Source material section start
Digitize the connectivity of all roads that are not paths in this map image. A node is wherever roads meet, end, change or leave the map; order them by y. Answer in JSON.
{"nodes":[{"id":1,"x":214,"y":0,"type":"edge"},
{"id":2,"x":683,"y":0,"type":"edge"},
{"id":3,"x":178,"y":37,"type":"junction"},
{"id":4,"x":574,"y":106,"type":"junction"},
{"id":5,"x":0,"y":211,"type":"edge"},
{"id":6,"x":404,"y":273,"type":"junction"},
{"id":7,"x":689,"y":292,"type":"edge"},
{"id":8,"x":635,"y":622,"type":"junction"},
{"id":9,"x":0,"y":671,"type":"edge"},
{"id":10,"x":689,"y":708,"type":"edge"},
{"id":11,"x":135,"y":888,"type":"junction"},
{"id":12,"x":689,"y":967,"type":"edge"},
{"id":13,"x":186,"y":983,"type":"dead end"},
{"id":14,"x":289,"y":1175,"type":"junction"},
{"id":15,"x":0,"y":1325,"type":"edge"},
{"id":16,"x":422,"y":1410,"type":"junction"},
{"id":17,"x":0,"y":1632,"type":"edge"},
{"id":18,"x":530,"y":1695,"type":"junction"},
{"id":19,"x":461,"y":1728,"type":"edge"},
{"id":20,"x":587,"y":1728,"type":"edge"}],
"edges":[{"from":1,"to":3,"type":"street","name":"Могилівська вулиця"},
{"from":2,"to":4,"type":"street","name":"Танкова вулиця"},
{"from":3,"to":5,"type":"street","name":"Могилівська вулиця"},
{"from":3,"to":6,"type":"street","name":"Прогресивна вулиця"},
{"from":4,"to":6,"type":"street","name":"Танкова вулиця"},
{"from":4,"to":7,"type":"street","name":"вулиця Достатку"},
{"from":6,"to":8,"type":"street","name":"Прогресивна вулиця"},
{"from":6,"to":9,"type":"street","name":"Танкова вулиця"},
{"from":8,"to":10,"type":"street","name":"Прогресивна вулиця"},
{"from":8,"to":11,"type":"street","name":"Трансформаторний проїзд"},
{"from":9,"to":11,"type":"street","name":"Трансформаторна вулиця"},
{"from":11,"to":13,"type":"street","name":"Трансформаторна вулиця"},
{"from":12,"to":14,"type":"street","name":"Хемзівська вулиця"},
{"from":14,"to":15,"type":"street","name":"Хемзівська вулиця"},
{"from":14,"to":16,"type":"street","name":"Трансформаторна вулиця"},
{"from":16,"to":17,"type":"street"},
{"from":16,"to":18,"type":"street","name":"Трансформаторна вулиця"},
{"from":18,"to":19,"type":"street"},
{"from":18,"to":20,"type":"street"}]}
Source material section end
— Task instructions —
Extract every line containing the string "Могилівська" from the data above.

— Exercise result —
"edges":[{"from":1,"to":3,"type":"street","name":"Могилівська вулиця"},
{"from":3,"to":5,"type":"street","name":"Могилівська вулиця"},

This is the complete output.